Denzal recula légèrement, effrayé par sa découverte, et tourna précipitamment la tête vers sa meilleure amie. Il était paniqué à l’idée de la découvrir sous une autre apparence, elle aussi. Roulée en boule dans un coin de la chaumière, Alessia avait toujours le même physique, mais elle semblait en état de choc. Elle fixait son père, attendant une réponse à sa question. Seelay, Merrigan et Zale échangeaient des regards inquiets, et le Capitaine de l'équipage avait posé sa main sur le fourreau du sabre que Merrigan avait posé à ses côtés, un ouvrage d'une qualité remarquable sur lequel étaient gravées des vagues. Seul lui savait que dans les détails des remous enragés se trouvait un délicat camélia qui semblait ne pas souffrir de la tempête autour de lui.
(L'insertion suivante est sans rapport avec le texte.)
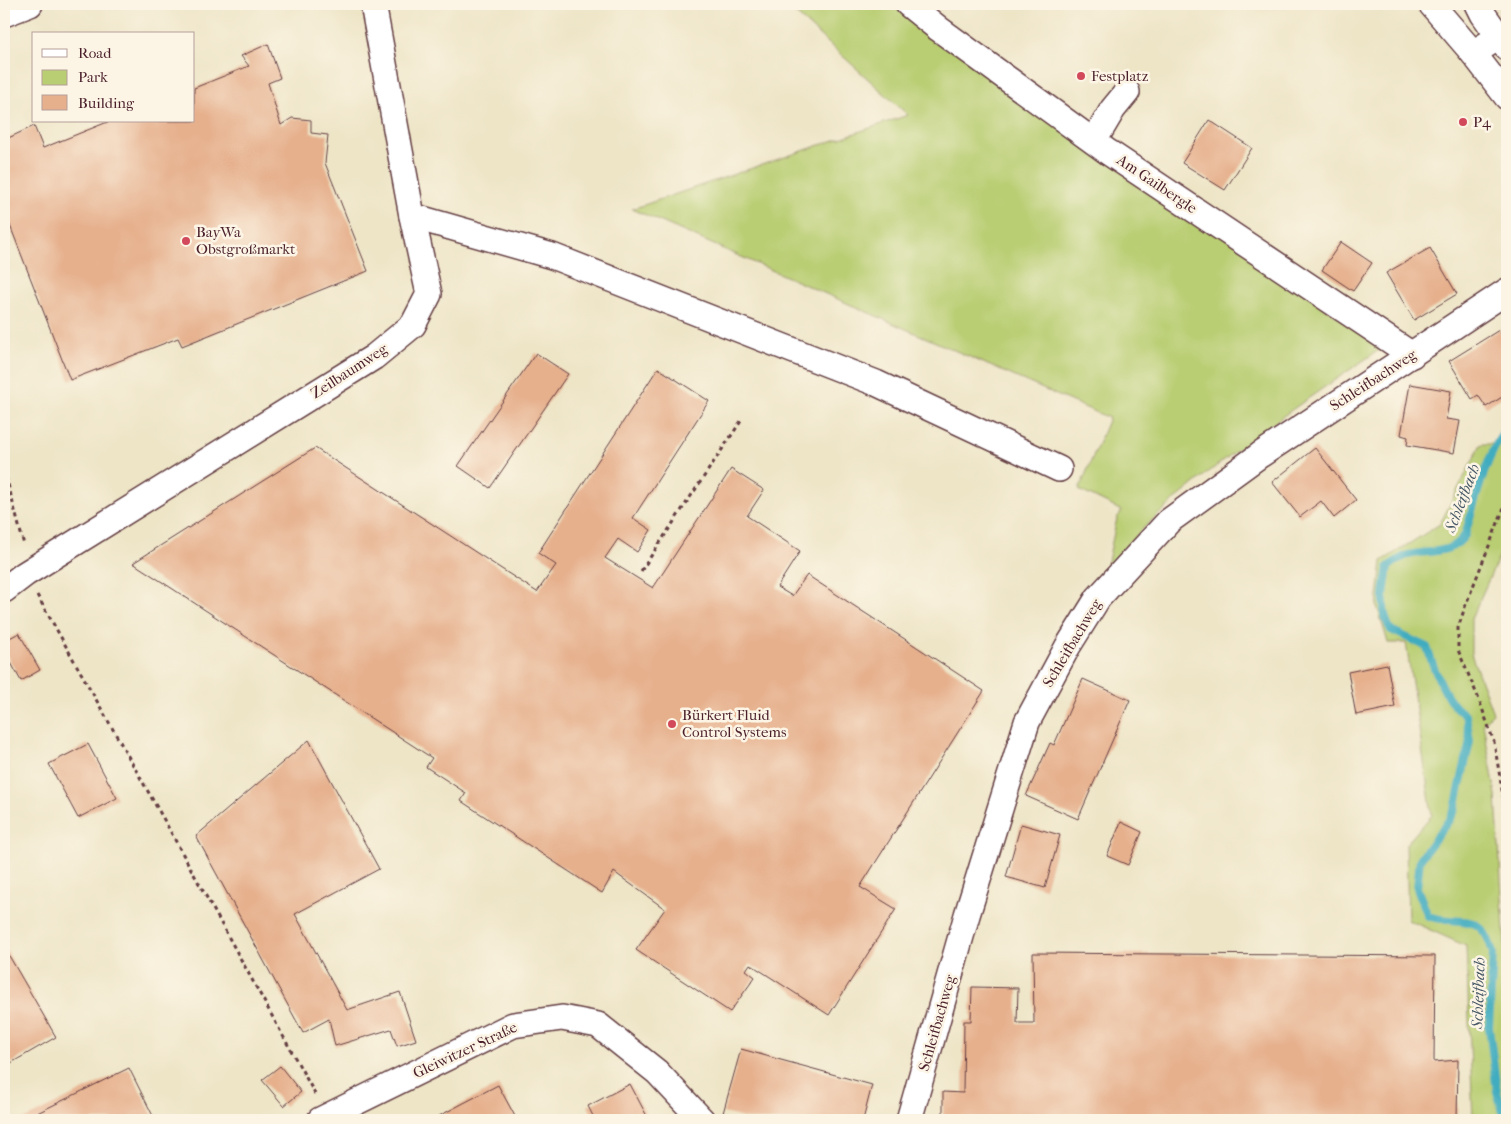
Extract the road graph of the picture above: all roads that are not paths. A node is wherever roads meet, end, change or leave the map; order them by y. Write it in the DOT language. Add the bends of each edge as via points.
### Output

Acculé, Dalir se releva avec quelques difficultés. La magie avait réintégré son corps un peu trop violemment et il chancelait du contrecoup. Il aurait pu essayer de relancer un sort, mais cela n’aurait servi à rien. En plus des esprits des étrangers, il aurait dû manipuler celui de son fils, et il n’avait pas la puissance nécessaire. Il désigna Denzal de la main, ses yeux reflétant ce mélange de tristesse et de fierté que Denzal ne parvenait pas à cacher, et répondit :— Je devais cacher Denzal. C'était tout ce qui m'importait. Mais je t'assure qu'à part vos souvenirs de cette nuit-là, je n'ai rien modifié.
— Me cacher ? Papa de quoi tu parles ? Et pourquoi tu… tu es différent ?Dalir baissa la tête. Il n'avait plus le choix, il allait devoir tout raconter à son fils et sa meilleure amie. Et trois étrangers auxquels il ne parvenait pas à savoir s'il pouvait leur faire confiance. Il releva la manche de sa tunique et toucha un des nombreux tatouages qui était apparu sur sa peau. Un miroir apparut dans sa main et il le tendit à Denzal. Le jeune homme le prit sans comprendre jusqu'à ce que ses yeux tombent sur son reflet. Sa peau d’ébène avait laissé place à une teinte parme, et de petites cornes étaient apparues sur le haut de son front. Ses cheveux bouclés, maintenus par un lien de cuir, étaient devenus noirs et méchés de blanc. Mais le plus hypnotisant était ses yeux roses qui faisaient avec effroi l'inconnu dans le miroir qui avait pourtant ses traits.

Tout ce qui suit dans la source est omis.